Khaidir menjelaskan, disamping itu, PT Socfindo (PT Socfin Indonesia) hingga saat ini telah memperoleh beberapa sertifikasi ISO untuk menjamin mutu dan pengelolaan lingkungan. Hal ini itu menjadi satu bukti nyata bahwa PT Socfindo Indonesia sudah jauh lebih baik dan lebih kompeten.

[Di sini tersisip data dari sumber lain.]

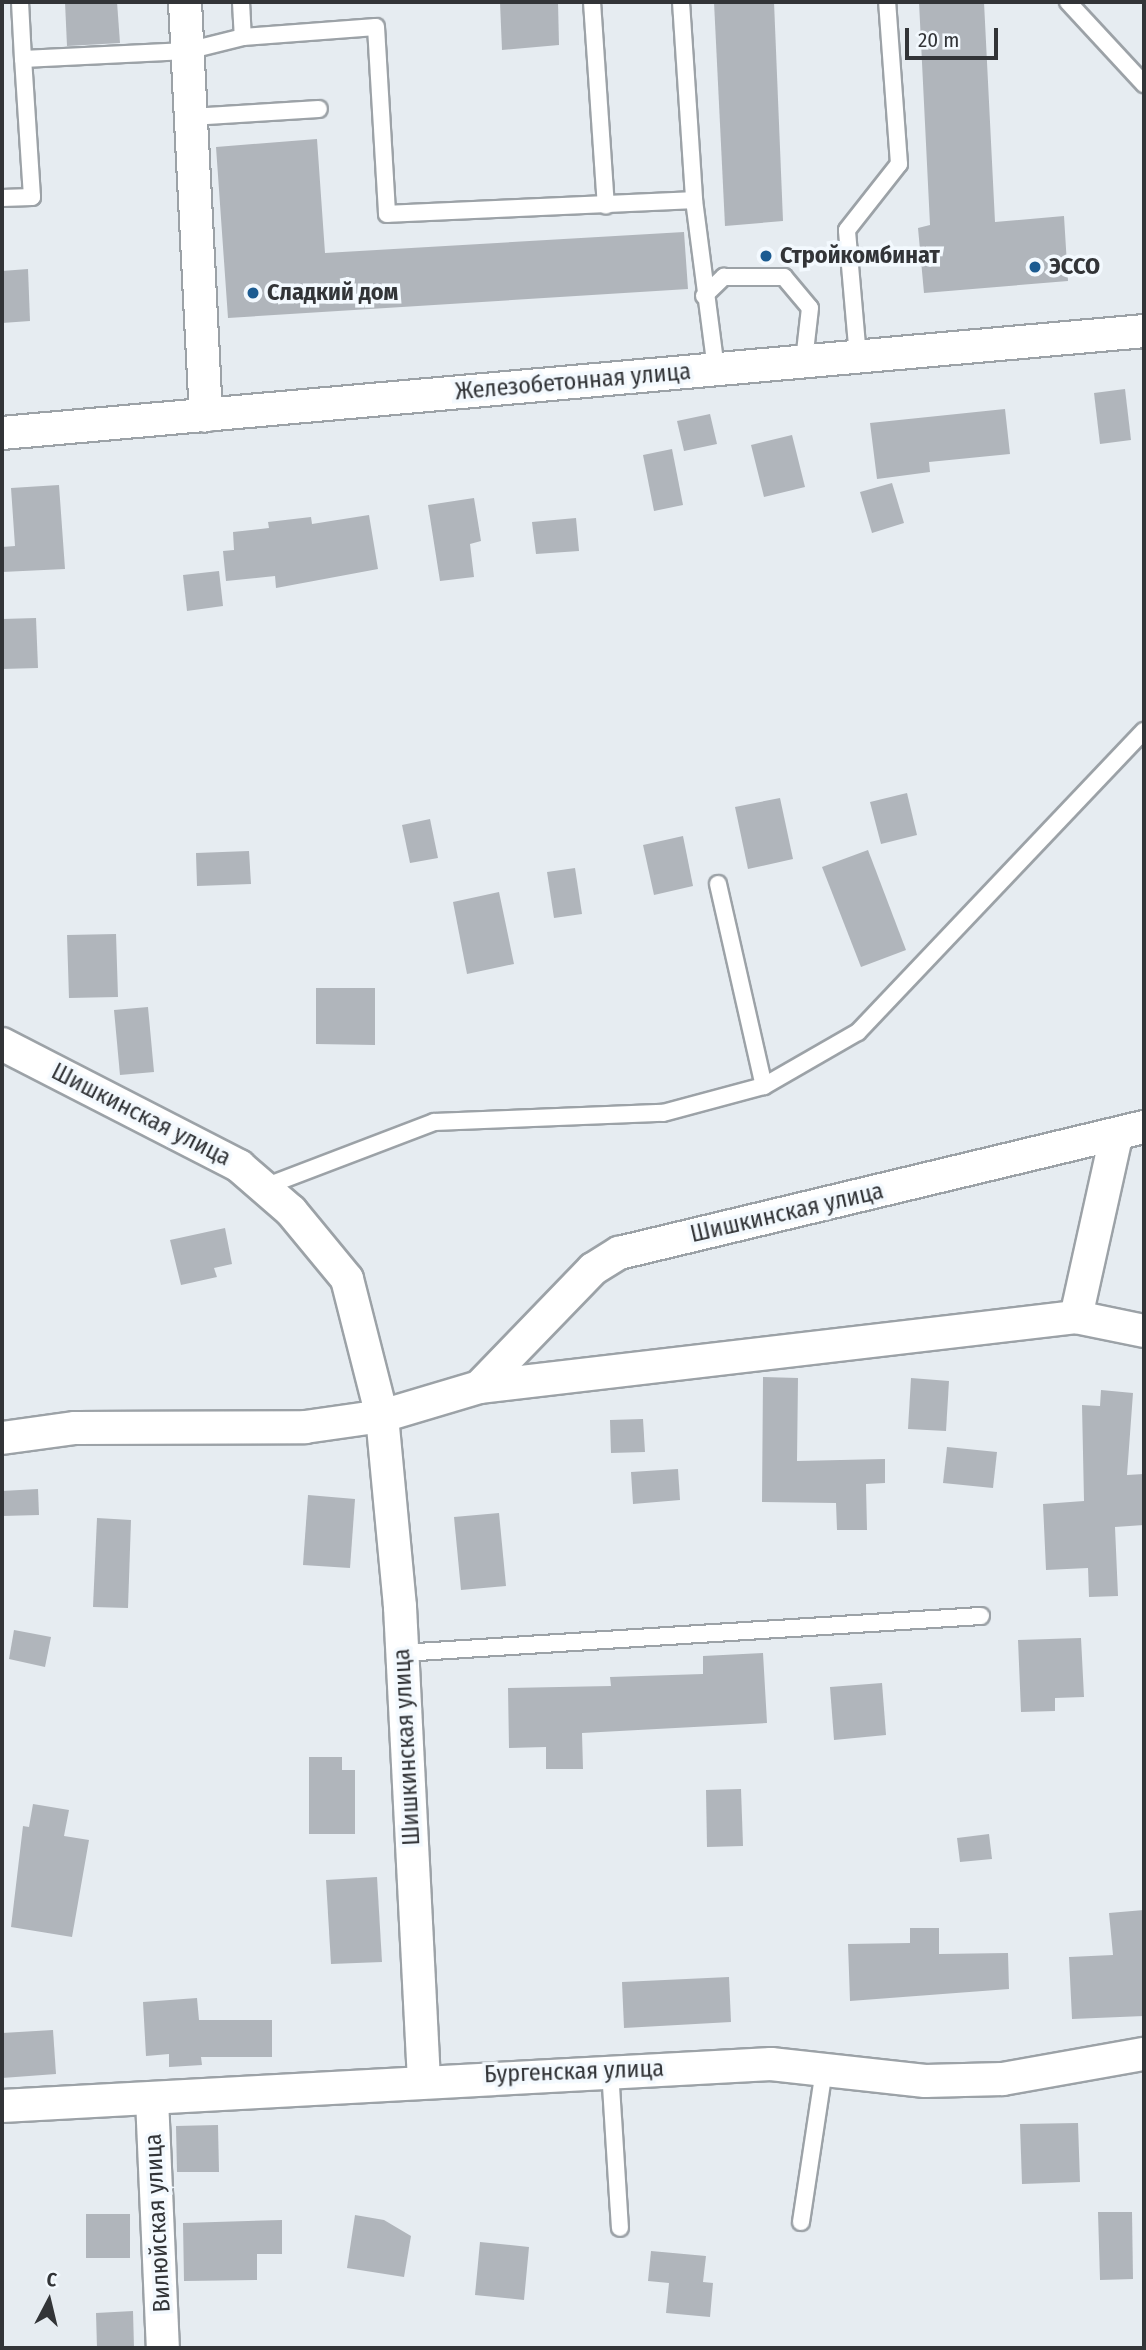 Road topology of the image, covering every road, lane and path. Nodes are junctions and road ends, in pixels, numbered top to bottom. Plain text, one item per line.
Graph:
1 (19, 2) edge
2 (186, 2) edge
3 (241, 2) edge
4 (592, 2) edge
5 (681, 2) edge
6 (887, 2) edge
7 (1068, 2) edge
8 (243, 37) junction
9 (187, 51) junction
10 (23, 60) junction
11 (1144, 84) edge
12 (318, 109) dead end
13 (191, 117) junction
14 (2, 198) edge
15 (694, 200) junction
16 (606, 206) junction
17 (704, 296) junction
18 (1144, 331) edge
19 (858, 357) junction
20 (804, 361) junction
21 (716, 369) junction
22 (206, 415) junction
23 (2, 433) edge
24 (1144, 731) edge
25 (718, 884) dead end
26 (2, 1044) edge
27 (764, 1086) junction
28 (1130, 1132) edge
29 (264, 1187) junction
30 (1076, 1317) junction
31 (1144, 1331) edge
32 (479, 1387) junction
33 (382, 1416) junction
34 (2, 1438) edge
35 (981, 1616) dead end
36 (402, 1653) junction
37 (1144, 2054) edge
38 (610, 2070) junction
39 (824, 2070) junction
40 (424, 2078) junction
41 (152, 2099) junction
42 (2, 2106) edge
43 (801, 2222) dead end
44 (620, 2228) dead end
45 (163, 2348) edge

1 - 10 lane
2 - 9 street
3 - 8 lane
4 - 16 lane
5 - 15 lane
6 - 19 lane
7 - 11 lane
8 - 9 lane
8 - 16 lane
9 - 10 lane
9 - 13 street
10 - 14 lane
12 - 13 lane
13 - 22 street
15 - 16 lane
15 - 17 lane
17 - 20 lane
17 - 21 lane
18 - 19 street, Железобетонная улица
19 - 20 street, Железобетонная улица
20 - 21 street, Железобетонная улица
21 - 22 street, Железобетонная улица
22 - 23 street, Железобетонная улица
24 - 27 lane
25 - 27 lane
26 - 29 street, Шишкинская улица
27 - 29 lane
28 - 30 street
28 - 32 street, Шишкинская улица
29 - 33 street, Шишкинская улица
30 - 31 street, Шишкинская улица
30 - 32 street, Шишкинская улица
32 - 33 street, Шишкинская улица
33 - 34 street, Шишкинская улица
33 - 36 street, Шишкинская улица
35 - 36 lane
36 - 40 street, Шишкинская улица
37 - 39 street, Бургенская улица
38 - 39 street, Бургенская улица
38 - 40 street, Бургенская улица
38 - 44 lane
39 - 43 lane
40 - 41 street, Бургенская улица
41 - 42 street, Бургенская улица
41 - 45 street, Вилюйская улица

” Saat ini PT Socfindo Indonesia sudah mendapat Sertifikasi utama, antara lain meliputi ISO 9001 (Manajemen Mutu) untuk pabrik dan perkebunan, serta ISO 14001 (Manajemen Lingkungan). Selain itu, PT Socfindo Indonesia juga telah memiliki standar keberlanjutan seperti ISPO dan RSPO. Tentunya ini menjadi pedoman perusahan dalam mengelola dan merawat keberlangsungan perusahaan dalam menjaga Produk dan Lingkungan,” jelas Khaidir Basrah lagi.

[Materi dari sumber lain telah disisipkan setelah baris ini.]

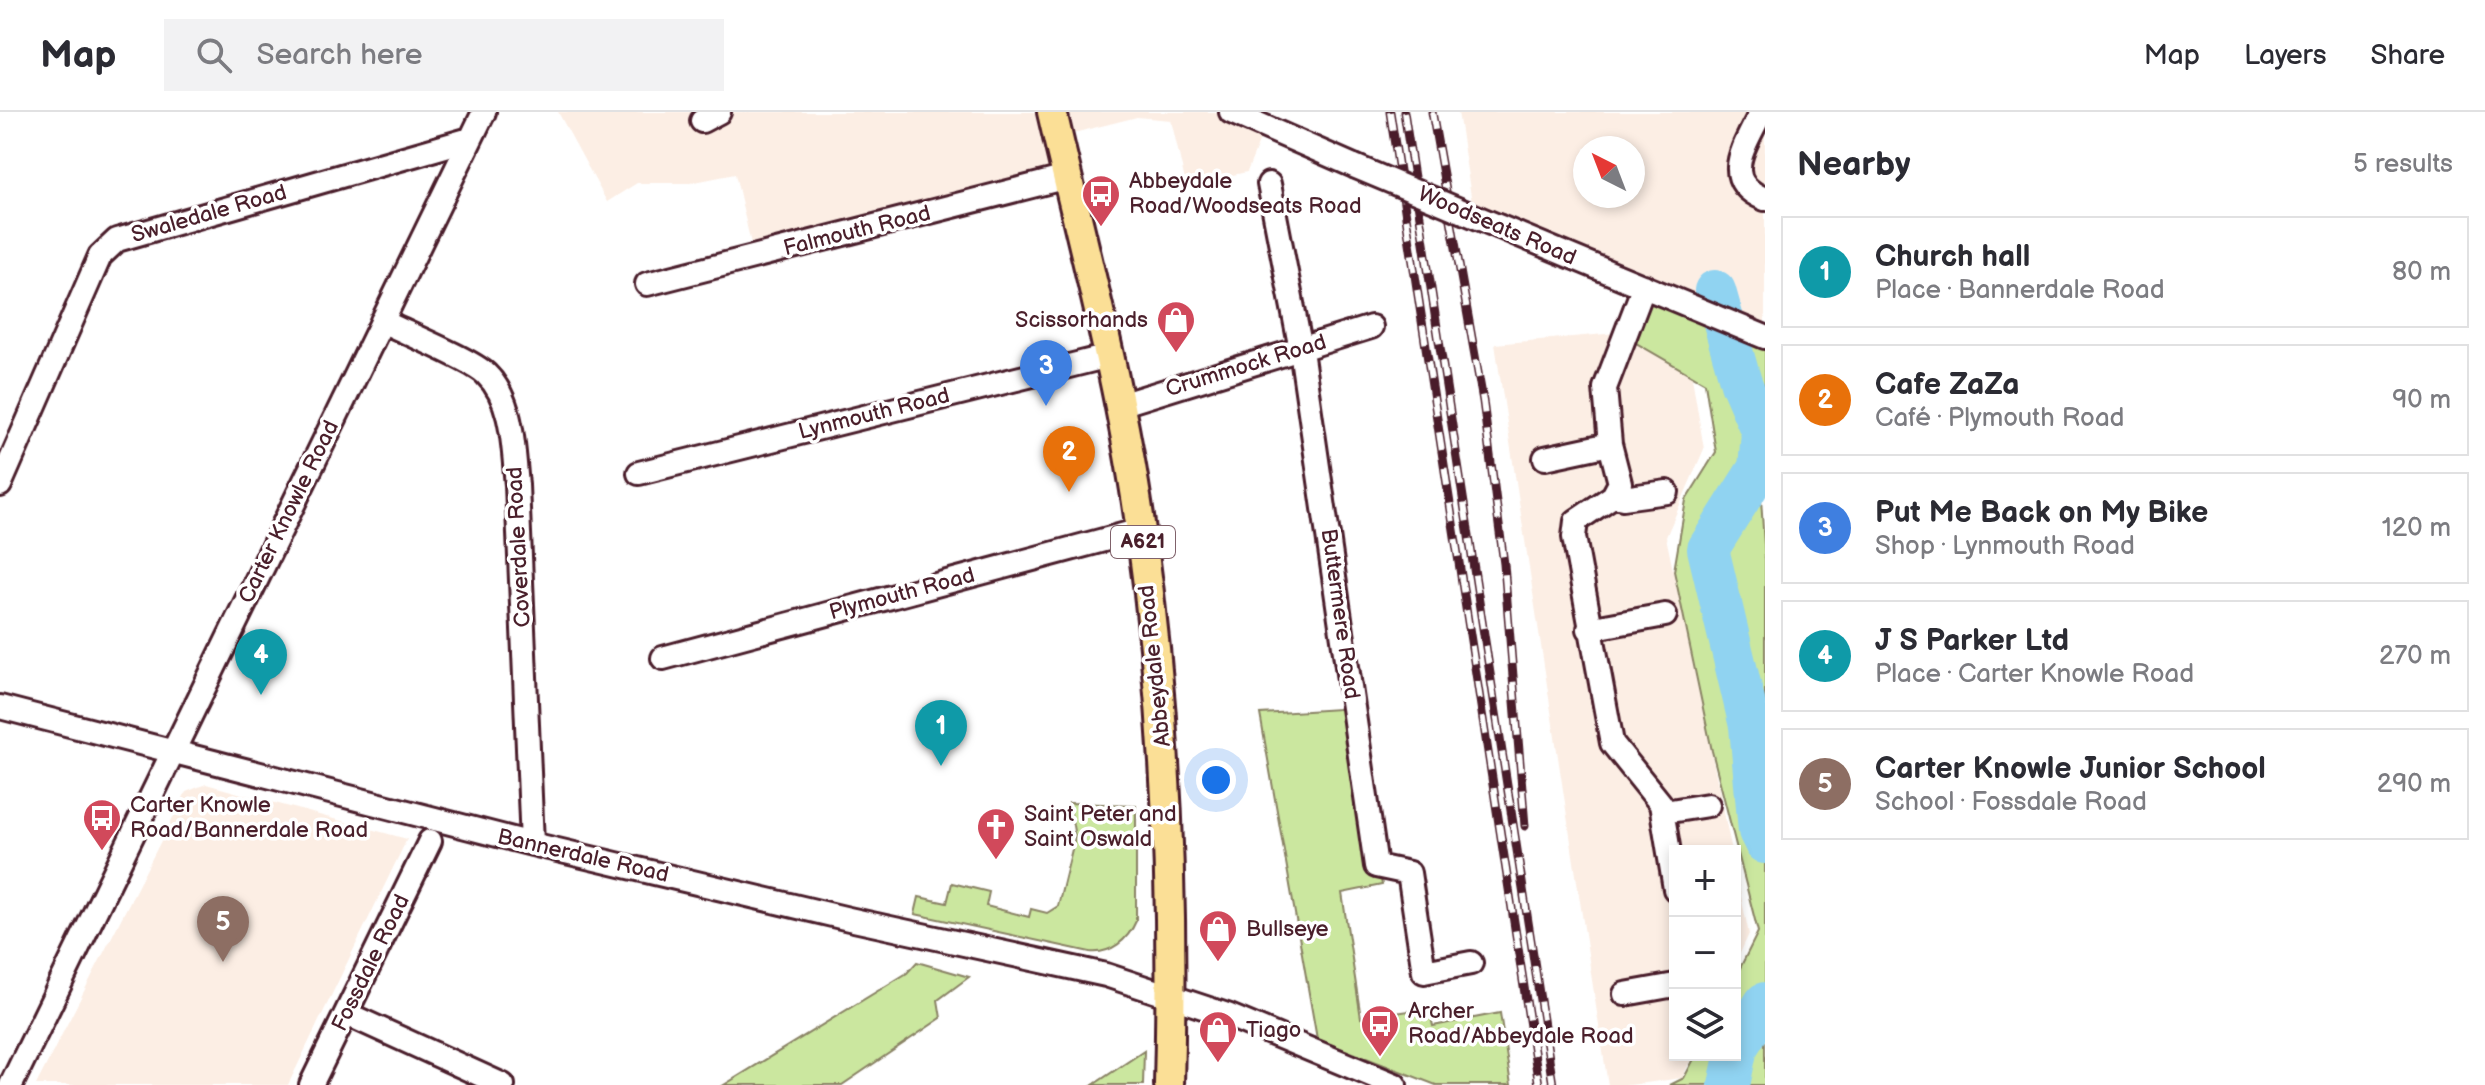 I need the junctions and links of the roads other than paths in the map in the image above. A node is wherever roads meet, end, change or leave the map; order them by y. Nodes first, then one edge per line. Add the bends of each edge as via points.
1 (484, 112) edge
2 (1052, 112) edge
3 (1231, 112) edge
4 (1761, 112) edge
5 (470, 139) junction
6 (1067, 177) junction
7 (1269, 184) dead end
8 (1765, 199) edge
9 (647, 284) dead end
10 (1644, 286) junction
11 (382, 321) junction
12 (1371, 327) dead end
13 (1765, 337) edge
14 (1301, 350) junction
15 (1109, 356) junction
16 (1120, 405) junction
17 (1610, 444) junction
18 (1545, 458) dead end
19 (639, 473) dead end
20 (0, 485) edge
21 (1667, 492) dead end
22 (1613, 496) junction
23 (1141, 530) junction
24 (1665, 615) dead end
25 (1589, 629) junction
26 (663, 658) dead end
27 (0, 707) edge
28 (172, 751) junction
29 (1708, 805) dead end
30 (1664, 812) junction
31 (430, 841) dead end
32 (532, 844) junction
33 (1669, 847) edge
34 (1471, 963) dead end
35 (1669, 986) edge
36 (1170, 994) junction
37 (1625, 994) dead end
38 (347, 1014) junction
39 (11, 1085) edge
40 (311, 1085) edge
41 (503, 1085) edge
42 (1169, 1085) edge
43 (1395, 1085) edge

1 - 5 street, Carter Knowle Road
2 - 6 main road, Abbeydale Road / A621
3 - 10 street, Woodseats Road, bridge
4 - 8 street via 1738,172 1744,187
5 - 11 street, Carter Knowle Road
5 - 20 street, Swaledale Road via 117,240 100,256
6 - 9 street, Falmouth Road
6 - 15 main road, Abbeydale Road / A621
7 - 14 street, Buttermere Road
10 - 13 street, Woodseats Road
10 - 17 street via 1605,388
11 - 28 street, Carter Knowle Road
11 - 32 street, Coverdale Road via 485,373 500,393 510,426 518,501
12 - 14 street, Crummock Road
14 - 16 street, Crummock Road
14 - 34 street, Buttermere Road via 1376,866 1409,873 1424,972
15 - 16 main road, Abbeydale Road / A621
15 - 19 street, Lynmouth Road
16 - 23 main road, Abbeydale Road / A621
17 - 18 street
17 - 22 street via 1620,483
21 - 22 street
22 - 25 street via 1576,521
23 - 26 street, Plymouth Road
23 - 36 main road, Abbeydale Road / A621 via 1163,731
24 - 25 street
25 - 30 street via 1612,743 1657,795
27 - 28 street, Bannerdale Road
28 - 32 street, Bannerdale Road
28 - 39 street, Carter Knowle Road
29 - 30 street
30 - 33 street
31 - 38 street, Fossdale Road
32 - 36 street, Bannerdale Road via 849,919 1043,958
35 - 37 street
36 - 42 main road, Abbeydale Road / A621
36 - 43 street, Bannerdale Road
38 - 40 street, Fossdale Road
38 - 41 street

Diketahui, PT Socfindo Indonesia juga memiliki beberapa kebun yang tersebar di beberapa daerah, dibeberapa daerah, PT Socfindo Indonesia memberikan lahan secara cuma-cuma kepada Pemerintah Kabupaten, untuk kepentingan Masyarakat.
Melalui Halaman Resmi PT Socfindo Indonesia juga menyebutkan/menyatakan bantahannya kepada semua isu dan berita-berita yang berkembang di masyarakat :
Pemberitahuan Resmi terkait Proses Pembaruan Hak Guna Usaha (HGU) PT Socfin Indonesia,
” PT Socfin Indonesia (Socfindo) saat ini sedang menjalani proses pembaruan HGU yang masih dalam tahap pengesahan di Kementerian Agraria dan Tata Ruang/Badan Pertanahan Nasional (ATR/BPN). Seluruh persyaratan administratif, teknis, dan yuridis telah dipenuhi sesuai dengan PP No. 18 Tahun 2021 dan Permen ATR/BPN No. 18 Tahun 2021, serta telah memperoleh rekomendasi dari BPN Kantor Wilayah Provinsi.

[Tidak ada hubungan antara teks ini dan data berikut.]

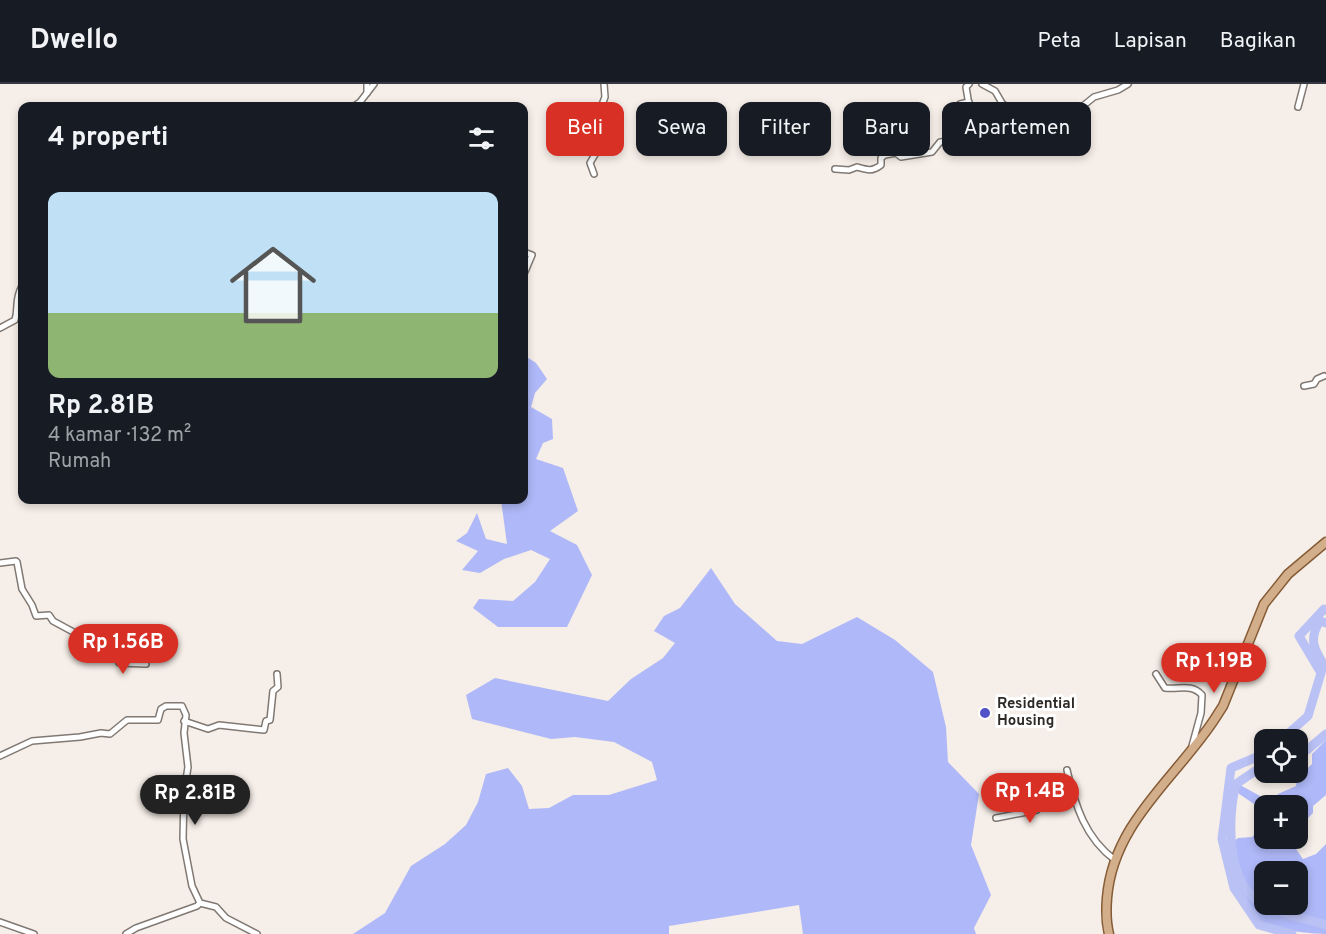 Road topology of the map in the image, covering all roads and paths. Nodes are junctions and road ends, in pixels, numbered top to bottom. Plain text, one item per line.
1 (367, 84) edge
2 (374, 84) edge
3 (604, 84) edge
4 (969, 84) edge
5 (982, 84) edge
6 (1128, 84) edge
7 (1304, 84) edge
8 (368, 93) junction
9 (358, 102) edge
10 (965, 102) edge
11 (1004, 102) edge
12 (1088, 102) edge
13 (1298, 107) dead end
14 (942, 142) edge
15 (835, 169) dead end
16 (594, 174) dead end
17 (18, 316) edge
18 (0, 328) edge
19 (1325, 375) edge
20 (1326, 384) edge
21 (1304, 386) dead end
22 (1326, 542) edge
23 (0, 563) edge
24 (146, 664) dead end
25 (277, 674) dead end
26 (1156, 674) dead end
27 (184, 721) junction
28 (1190, 751) junction
29 (0, 756) edge
30 (1068, 770) dead end
31 (1072, 789) junction
32 (996, 818) dead end
33 (1115, 860) junction
34 (200, 903) junction
35 (0, 922) edge
36 (34, 934) edge
37 (126, 934) edge
38 (257, 934) edge
39 (1109, 934) edge

1 - 8 street
2 - 8 street
3 - 16 street
4 - 10 street
5 - 11 street
6 - 12 street
7 - 13 street
8 - 9 street
14 - 15 street
17 - 18 street
19 - 20 street
19 - 21 street
22 - 28 main road
23 - 24 street
25 - 27 street
26 - 28 street
27 - 29 street
27 - 34 street
28 - 33 main road
30 - 31 street
31 - 32 street
31 - 33 street
33 - 39 main road
34 - 37 street
34 - 38 street
35 - 36 street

Terkait adanya perbedaan luasan areal, perusahaan menegaskan bahwa hal tersebut disebabkan oleh perbedaan metode pengukuran yang lebih akurat dan tidak mengubah titik koordinat batas lahan, sehingga tidak terdapat pengambilan lahan masyarakat. Seluruh proses dilakukan di bawah kewenangan dan pengawasan ATR/BPN.
PT Socfin Indonesia berkomitmen menjalankan kegiatan usaha secara legal, transparan, dan bertanggung jawab. Laporan ini adalah komitmen kami untuk terus mengembangkan upaya keberlanjutan kami. (John Panjaitan/WP)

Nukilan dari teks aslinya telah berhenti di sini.